Top of DATA
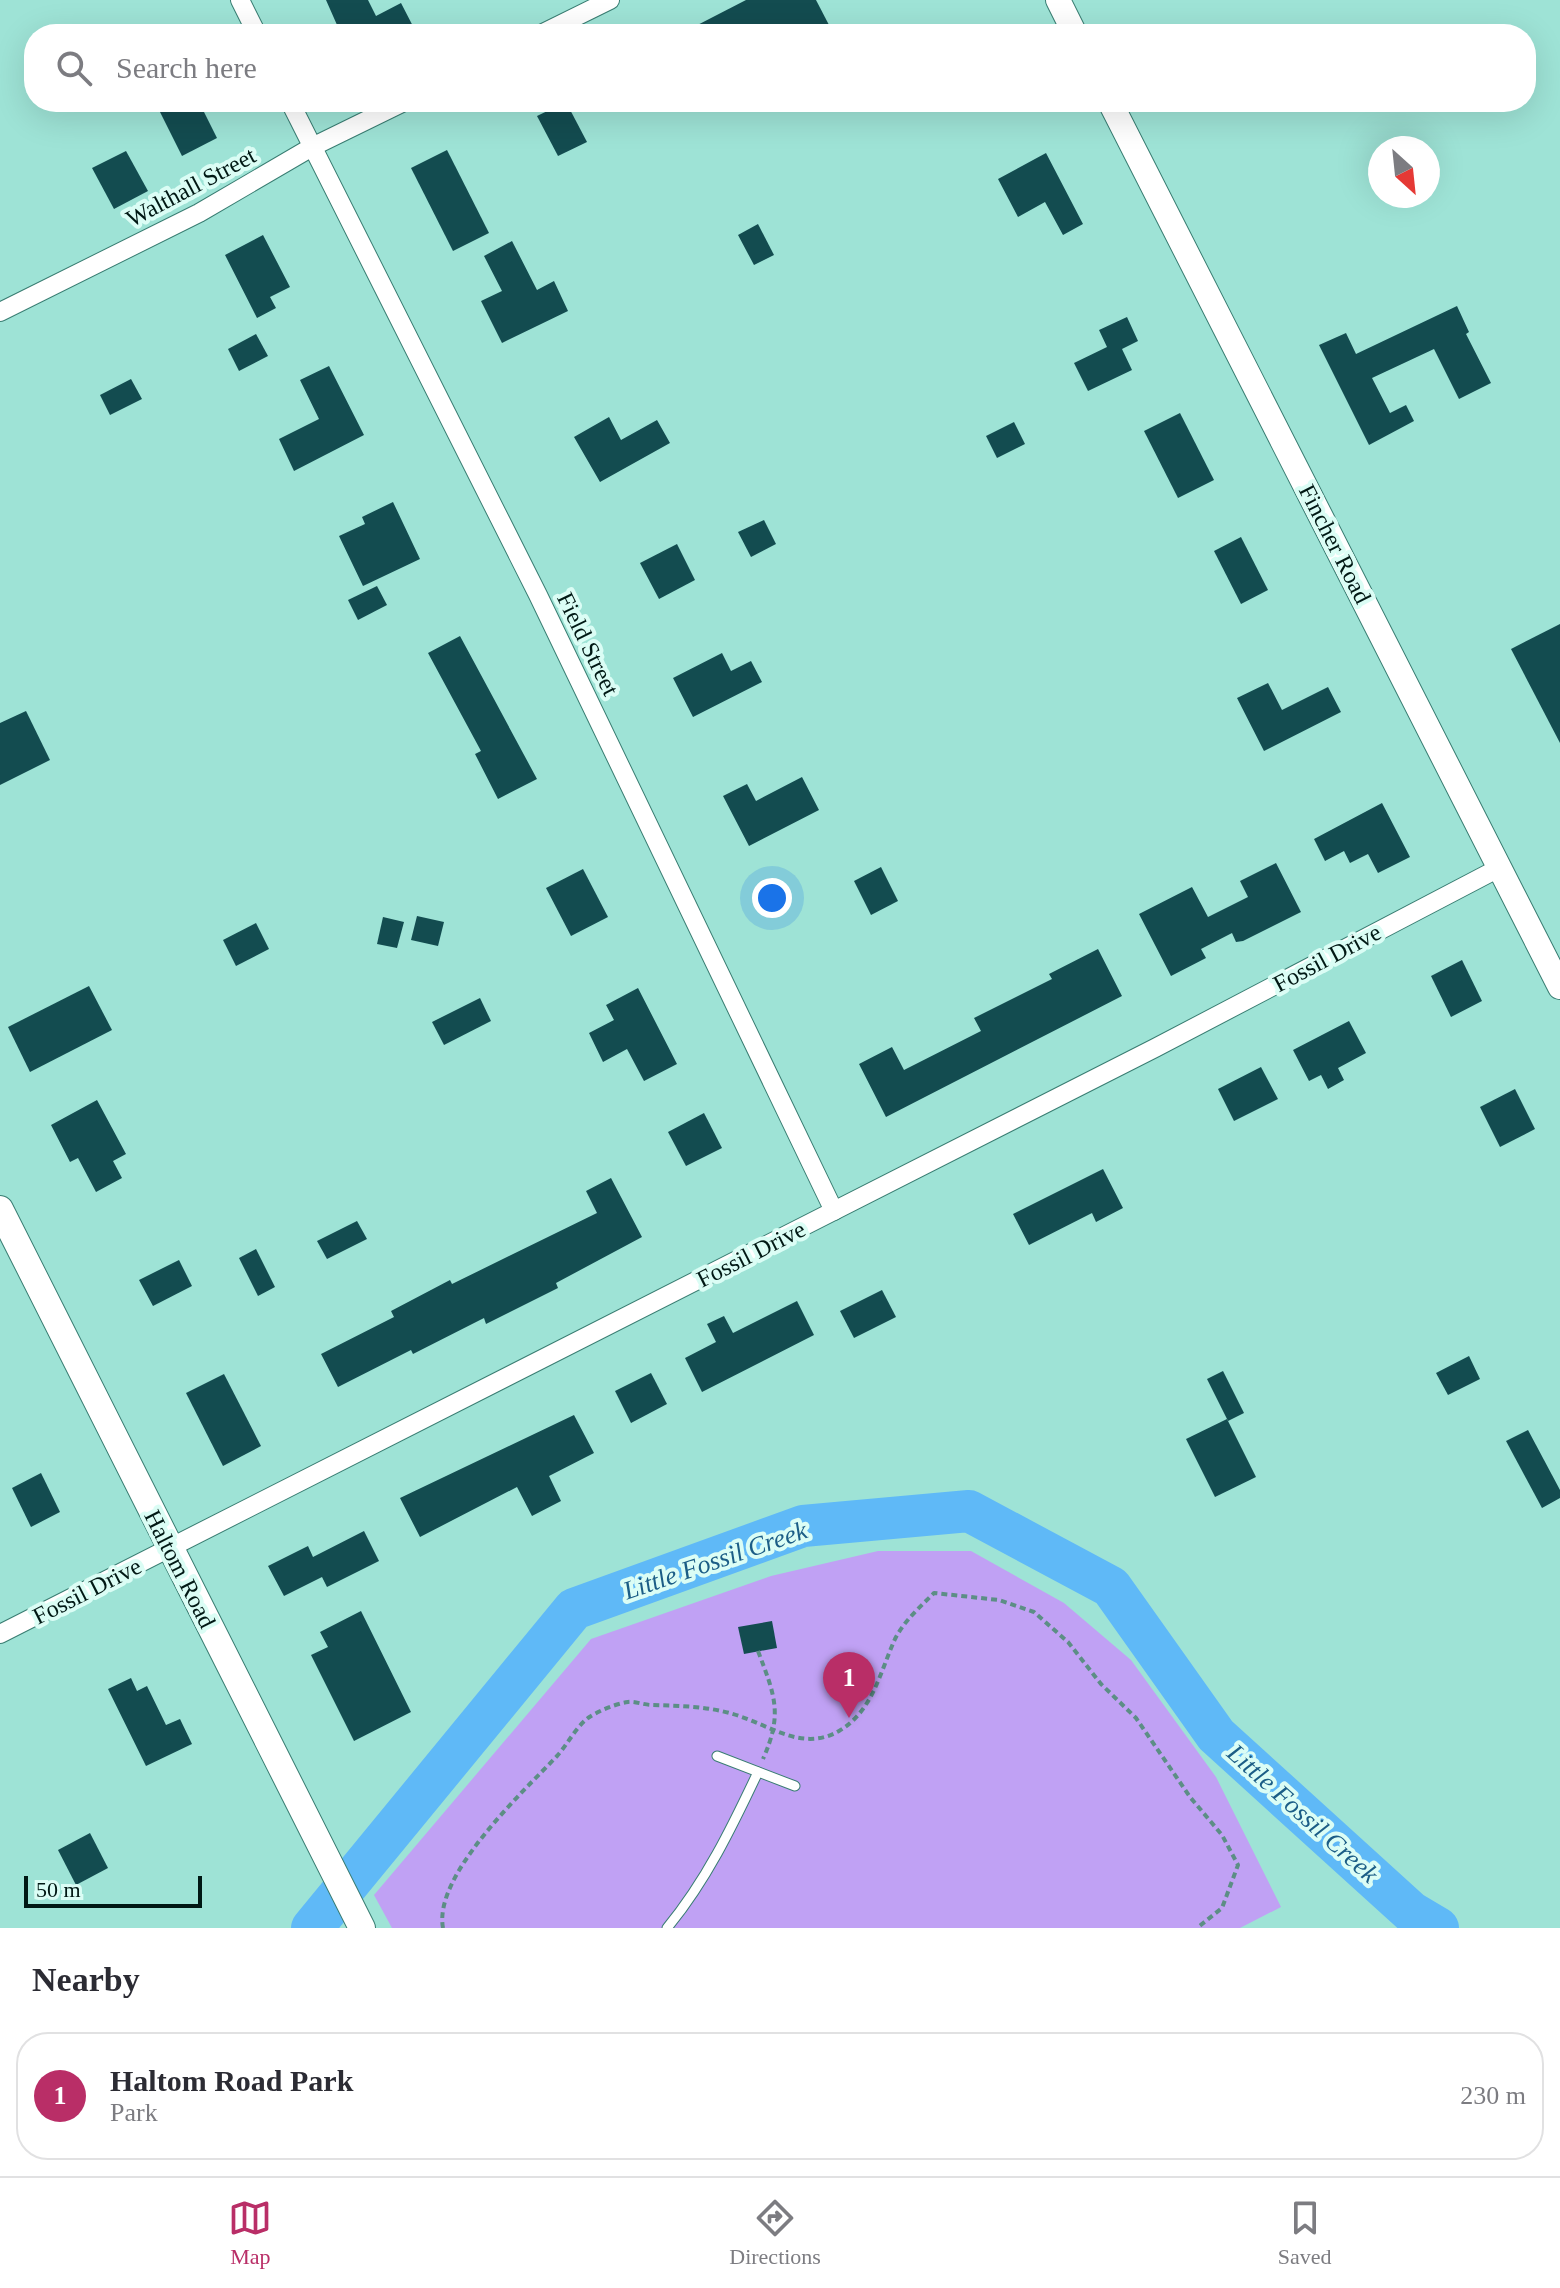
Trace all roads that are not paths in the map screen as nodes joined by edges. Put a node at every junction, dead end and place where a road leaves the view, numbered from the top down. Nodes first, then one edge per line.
1 (240, 0) edge
2 (610, 0) edge
3 (1058, 0) edge
4 (252, 24) edge
5 (561, 24) edge
6 (1070, 24) edge
7 (295, 112) edge
8 (384, 112) edge
9 (1115, 112) edge
10 (312, 147) junction
11 (0, 312) edge
12 (1499, 868) junction
13 (1552, 953) edge
14 (1560, 987) edge
15 (0, 1209) edge
16 (834, 1211) junction
17 (170, 1549) junction
18 (0, 1634) edge
19 (717, 1756) dead end
20 (758, 1772) junction
21 (795, 1786) dead end
22 (362, 1928) edge
23 (667, 1928) edge

1 - 4 street
2 - 5 street
3 - 6 street
7 - 10 street, Field Street
8 - 10 street, Walthall Street
9 - 12 street, Fincher Road
10 - 11 street, Walthall Street
10 - 16 street, Field Street
12 - 13 street, Fincher Road
12 - 16 street, Fossil Drive
13 - 14 street, Fincher Road
15 - 17 main road, Haltom Road
16 - 17 street, Fossil Drive
17 - 18 street, Fossil Drive
17 - 22 main road, Haltom Road
19 - 20 lane
20 - 21 lane
20 - 23 lane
Bottom of DATA
TASK DIRECTIONS: Write out every line of the entries above exactly, and omit their pictures.

YOUR RESPONSE:
Trace all roads that are not paths in the map screen as nodes joined by edges. Put a node at every junction, dead end and place where a road leaves the view, numbered from the top down. Nodes first, then one edge per line.
1 (240, 0) edge
2 (610, 0) edge
3 (1058, 0) edge
4 (252, 24) edge
5 (561, 24) edge
6 (1070, 24) edge
7 (295, 112) edge
8 (384, 112) edge
9 (1115, 112) edge
10 (312, 147) junction
11 (0, 312) edge
12 (1499, 868) junction
13 (1552, 953) edge
14 (1560, 987) edge
15 (0, 1209) edge
16 (834, 1211) junction
17 (170, 1549) junction
18 (0, 1634) edge
19 (717, 1756) dead end
20 (758, 1772) junction
21 (795, 1786) dead end
22 (362, 1928) edge
23 (667, 1928) edge

1 - 4 street
2 - 5 street
3 - 6 street
7 - 10 street, Field Street
8 - 10 street, Walthall Street
9 - 12 street, Fincher Road
10 - 11 street, Walthall Street
10 - 16 street, Field Street
12 - 13 street, Fincher Road
12 - 16 street, Fossil Drive
13 - 14 street, Fincher Road
15 - 17 main road, Haltom Road
16 - 17 street, Fossil Drive
17 - 18 street, Fossil Drive
17 - 22 main road, Haltom Road
19 - 20 lane
20 - 21 lane
20 - 23 lane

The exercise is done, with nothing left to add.